Designing a high performance team

Just take a quick peek at your team right now. When you look over your PC screen are you looking at a team who manage themselves with lashings of initiative, who develop their own skills and strategies and are brimming over with common sense? If not, then don’t worry you’re not alone and Ruth Wageman may have the answer.

Wageman came up with the 7 critical factors that focus on how a team is designed rather than how it is coached. If you're wondering why your team seems to lack initiative, it may be because they are micromanaged and spoon-fed their targets and working practices rather than being encouraged to come up with their own strategies. Wageman's research found that the 7 success factors below are essential to the high performing team.

1. Clear Direction
All the members of your team should have a clear understanding of their team's purpose in the company and the long term direction they are moving in. Easy to check, just ask them, but be prepared for some surprising answers.

2. Real Team Tasks
Teams that recognise that they need each other will find ways to co-operate and work together. The manager's role is to encourage their team to meet up, make decisions and draw up strategies. The result will be a team who learn new ways to tackle issues.

3. Team Rewards
If they need each other to succeed the rewards should reflect this. The right rewards will direct how people work and show everyone what is important.

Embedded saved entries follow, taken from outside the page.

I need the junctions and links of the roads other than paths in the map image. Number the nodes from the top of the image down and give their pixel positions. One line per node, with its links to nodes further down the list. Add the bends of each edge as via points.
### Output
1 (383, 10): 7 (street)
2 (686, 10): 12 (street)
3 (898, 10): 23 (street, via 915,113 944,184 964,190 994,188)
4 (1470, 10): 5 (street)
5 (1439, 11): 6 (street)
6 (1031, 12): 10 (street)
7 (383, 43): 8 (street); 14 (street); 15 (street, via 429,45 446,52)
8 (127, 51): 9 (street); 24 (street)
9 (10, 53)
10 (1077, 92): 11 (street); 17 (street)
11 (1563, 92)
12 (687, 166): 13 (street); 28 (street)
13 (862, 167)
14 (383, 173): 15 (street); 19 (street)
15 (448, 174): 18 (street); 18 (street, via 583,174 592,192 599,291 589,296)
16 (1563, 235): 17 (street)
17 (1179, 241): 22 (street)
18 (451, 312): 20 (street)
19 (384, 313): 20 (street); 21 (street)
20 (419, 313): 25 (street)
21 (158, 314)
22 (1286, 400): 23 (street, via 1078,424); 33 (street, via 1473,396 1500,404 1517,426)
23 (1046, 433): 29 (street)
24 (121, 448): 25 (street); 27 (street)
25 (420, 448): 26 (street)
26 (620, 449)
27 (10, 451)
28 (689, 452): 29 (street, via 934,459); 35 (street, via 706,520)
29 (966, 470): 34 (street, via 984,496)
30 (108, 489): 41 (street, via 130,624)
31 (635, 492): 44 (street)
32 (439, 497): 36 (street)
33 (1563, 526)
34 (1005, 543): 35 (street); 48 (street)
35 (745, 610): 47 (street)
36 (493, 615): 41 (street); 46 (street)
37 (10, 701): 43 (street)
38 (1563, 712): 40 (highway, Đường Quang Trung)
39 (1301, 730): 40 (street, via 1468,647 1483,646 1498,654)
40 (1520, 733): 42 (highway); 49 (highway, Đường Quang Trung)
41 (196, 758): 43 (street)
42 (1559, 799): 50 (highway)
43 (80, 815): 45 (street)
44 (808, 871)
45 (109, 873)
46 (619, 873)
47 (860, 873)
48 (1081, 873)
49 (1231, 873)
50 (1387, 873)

4. Basic Material Resources
Don’t ask the team to reinvent your CRM strategy and give them the broom closet to hold their meetings in. Sometimes finding the time or additional resources your teams needs is the most important thing you can do as a manager.

5. Authority To Manage Their Own Work
Giving your team real authority to change the way they work is essential if you expect to see teams who show initiative. This can be hard but if you constantly tell and direct staff you will have a team who wait for instruction.

6. Team Goals
A high performing team need goals that stretch them, that they really buy into and that they have to plan to achieve. Make sure that they play a real part in setting those goals.

7. Team Norms
Your team needs one more magical ingredient that is tied up with my favourite topic: Culture. There should be an accepted way of doing things within the team that encourages contribution and solves problems and disagreements. Asd the manager, you can help by rewarding behaviour that contributes to the team’s cohesion rather than saving all the praise for individual superstars.

It does take careful design and a lot of thought to come up with the right plan for your team but seeing your group come together and start to really innovate makes it all worthwhile.